▼▼▼
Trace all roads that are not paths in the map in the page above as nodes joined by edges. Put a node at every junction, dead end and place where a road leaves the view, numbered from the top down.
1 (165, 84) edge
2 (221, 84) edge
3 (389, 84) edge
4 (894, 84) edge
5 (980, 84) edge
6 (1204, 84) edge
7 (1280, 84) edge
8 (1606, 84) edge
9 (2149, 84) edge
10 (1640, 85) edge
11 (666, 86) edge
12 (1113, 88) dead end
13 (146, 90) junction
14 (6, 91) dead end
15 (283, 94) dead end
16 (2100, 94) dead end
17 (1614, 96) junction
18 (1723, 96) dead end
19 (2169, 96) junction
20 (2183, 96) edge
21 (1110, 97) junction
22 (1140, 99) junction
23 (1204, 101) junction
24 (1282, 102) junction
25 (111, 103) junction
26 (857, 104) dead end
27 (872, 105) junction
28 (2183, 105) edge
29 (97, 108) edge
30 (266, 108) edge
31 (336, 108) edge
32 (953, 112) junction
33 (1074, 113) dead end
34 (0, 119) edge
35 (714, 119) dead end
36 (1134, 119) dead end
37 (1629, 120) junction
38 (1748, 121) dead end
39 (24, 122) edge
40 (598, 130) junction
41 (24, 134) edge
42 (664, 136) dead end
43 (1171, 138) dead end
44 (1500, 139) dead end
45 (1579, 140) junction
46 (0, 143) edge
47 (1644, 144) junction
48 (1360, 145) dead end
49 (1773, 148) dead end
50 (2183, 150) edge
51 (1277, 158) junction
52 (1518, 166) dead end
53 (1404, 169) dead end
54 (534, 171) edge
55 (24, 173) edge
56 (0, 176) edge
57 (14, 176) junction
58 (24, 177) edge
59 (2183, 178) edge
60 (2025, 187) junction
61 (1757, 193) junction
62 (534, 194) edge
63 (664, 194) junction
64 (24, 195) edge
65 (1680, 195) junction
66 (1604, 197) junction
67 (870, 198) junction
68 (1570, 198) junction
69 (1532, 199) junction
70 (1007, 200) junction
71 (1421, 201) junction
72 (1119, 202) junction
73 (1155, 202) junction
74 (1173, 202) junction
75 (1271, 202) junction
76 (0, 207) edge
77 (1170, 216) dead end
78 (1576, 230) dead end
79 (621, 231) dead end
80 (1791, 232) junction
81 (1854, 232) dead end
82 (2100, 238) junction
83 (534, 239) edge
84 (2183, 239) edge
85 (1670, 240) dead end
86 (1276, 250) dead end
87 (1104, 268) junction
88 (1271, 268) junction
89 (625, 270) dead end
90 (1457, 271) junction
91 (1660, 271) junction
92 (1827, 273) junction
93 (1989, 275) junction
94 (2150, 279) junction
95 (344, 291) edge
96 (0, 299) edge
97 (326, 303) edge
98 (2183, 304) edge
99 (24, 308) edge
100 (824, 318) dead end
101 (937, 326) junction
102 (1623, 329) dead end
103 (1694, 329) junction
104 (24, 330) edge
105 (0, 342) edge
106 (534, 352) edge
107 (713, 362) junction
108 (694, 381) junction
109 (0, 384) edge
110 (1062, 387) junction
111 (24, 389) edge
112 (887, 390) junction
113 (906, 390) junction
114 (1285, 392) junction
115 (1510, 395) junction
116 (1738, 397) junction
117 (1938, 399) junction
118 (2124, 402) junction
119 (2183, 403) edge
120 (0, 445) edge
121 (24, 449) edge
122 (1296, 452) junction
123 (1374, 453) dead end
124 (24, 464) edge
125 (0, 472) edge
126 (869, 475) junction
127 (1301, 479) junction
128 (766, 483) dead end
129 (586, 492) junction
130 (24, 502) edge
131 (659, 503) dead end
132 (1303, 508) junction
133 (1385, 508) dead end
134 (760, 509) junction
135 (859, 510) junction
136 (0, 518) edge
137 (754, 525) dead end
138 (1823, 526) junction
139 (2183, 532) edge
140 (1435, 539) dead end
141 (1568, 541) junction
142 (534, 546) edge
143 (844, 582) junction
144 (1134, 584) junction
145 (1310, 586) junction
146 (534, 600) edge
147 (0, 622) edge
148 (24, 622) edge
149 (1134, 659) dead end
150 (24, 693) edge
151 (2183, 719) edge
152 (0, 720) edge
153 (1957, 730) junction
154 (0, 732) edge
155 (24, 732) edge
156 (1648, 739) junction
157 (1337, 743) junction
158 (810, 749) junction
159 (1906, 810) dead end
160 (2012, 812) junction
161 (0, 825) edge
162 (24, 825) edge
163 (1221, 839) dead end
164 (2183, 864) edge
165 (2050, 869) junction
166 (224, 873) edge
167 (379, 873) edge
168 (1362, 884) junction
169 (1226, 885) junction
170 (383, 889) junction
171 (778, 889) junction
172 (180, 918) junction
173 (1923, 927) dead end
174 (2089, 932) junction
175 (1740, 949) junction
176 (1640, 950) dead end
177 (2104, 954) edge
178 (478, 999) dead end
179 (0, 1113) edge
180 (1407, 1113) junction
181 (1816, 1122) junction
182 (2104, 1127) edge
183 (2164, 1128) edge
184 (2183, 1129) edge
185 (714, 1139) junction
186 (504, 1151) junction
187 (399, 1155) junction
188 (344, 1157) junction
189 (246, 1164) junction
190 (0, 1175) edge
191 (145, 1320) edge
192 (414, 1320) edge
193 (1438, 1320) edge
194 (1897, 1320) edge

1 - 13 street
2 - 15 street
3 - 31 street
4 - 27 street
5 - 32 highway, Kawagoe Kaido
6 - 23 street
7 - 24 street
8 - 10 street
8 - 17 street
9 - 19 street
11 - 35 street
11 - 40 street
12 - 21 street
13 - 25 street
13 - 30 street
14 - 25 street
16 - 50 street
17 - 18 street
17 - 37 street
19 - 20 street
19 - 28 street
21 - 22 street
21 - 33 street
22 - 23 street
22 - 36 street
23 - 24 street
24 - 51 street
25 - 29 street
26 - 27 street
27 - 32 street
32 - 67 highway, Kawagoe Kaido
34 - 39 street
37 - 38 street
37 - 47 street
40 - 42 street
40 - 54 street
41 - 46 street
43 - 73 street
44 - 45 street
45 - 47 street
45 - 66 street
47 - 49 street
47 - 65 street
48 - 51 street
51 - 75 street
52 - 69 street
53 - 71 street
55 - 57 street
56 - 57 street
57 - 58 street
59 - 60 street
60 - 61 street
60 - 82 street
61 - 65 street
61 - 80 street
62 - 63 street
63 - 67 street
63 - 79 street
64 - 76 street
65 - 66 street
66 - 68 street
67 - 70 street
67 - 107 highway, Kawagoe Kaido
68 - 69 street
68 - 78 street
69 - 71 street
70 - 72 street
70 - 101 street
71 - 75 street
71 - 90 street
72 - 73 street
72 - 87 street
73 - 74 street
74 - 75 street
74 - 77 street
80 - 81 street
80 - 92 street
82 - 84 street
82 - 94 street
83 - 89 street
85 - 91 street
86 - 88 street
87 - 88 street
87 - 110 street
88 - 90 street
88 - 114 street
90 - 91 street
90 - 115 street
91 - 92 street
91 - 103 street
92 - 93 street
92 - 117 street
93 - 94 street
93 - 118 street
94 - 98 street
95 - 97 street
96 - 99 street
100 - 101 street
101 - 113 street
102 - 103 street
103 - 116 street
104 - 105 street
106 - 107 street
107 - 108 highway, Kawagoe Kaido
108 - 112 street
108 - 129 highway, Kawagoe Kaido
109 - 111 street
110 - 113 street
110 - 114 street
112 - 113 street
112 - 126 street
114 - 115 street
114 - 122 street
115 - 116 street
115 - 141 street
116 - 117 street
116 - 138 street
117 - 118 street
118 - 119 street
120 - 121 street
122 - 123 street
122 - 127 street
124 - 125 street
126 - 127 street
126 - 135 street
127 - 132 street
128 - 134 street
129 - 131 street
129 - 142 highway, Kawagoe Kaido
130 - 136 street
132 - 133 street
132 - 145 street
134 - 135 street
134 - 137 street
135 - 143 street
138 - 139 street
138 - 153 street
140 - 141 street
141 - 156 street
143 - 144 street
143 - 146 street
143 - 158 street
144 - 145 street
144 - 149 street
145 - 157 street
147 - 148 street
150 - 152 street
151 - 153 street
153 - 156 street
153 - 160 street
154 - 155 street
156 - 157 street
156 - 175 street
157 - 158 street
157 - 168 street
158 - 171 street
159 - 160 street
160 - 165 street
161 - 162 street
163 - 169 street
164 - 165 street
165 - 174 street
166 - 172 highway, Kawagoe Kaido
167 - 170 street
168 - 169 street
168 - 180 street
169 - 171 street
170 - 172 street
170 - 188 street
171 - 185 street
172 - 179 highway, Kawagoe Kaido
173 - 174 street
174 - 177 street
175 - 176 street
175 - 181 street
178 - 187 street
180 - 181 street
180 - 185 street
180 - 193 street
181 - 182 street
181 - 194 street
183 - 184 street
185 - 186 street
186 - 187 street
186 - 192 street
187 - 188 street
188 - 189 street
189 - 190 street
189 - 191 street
▲▲▲
→ **EXERCISE**: Provide the number of lines in the entries above on which the string "highway" is found, and no other text.

→ **EXERCISE RESPONSE**: 8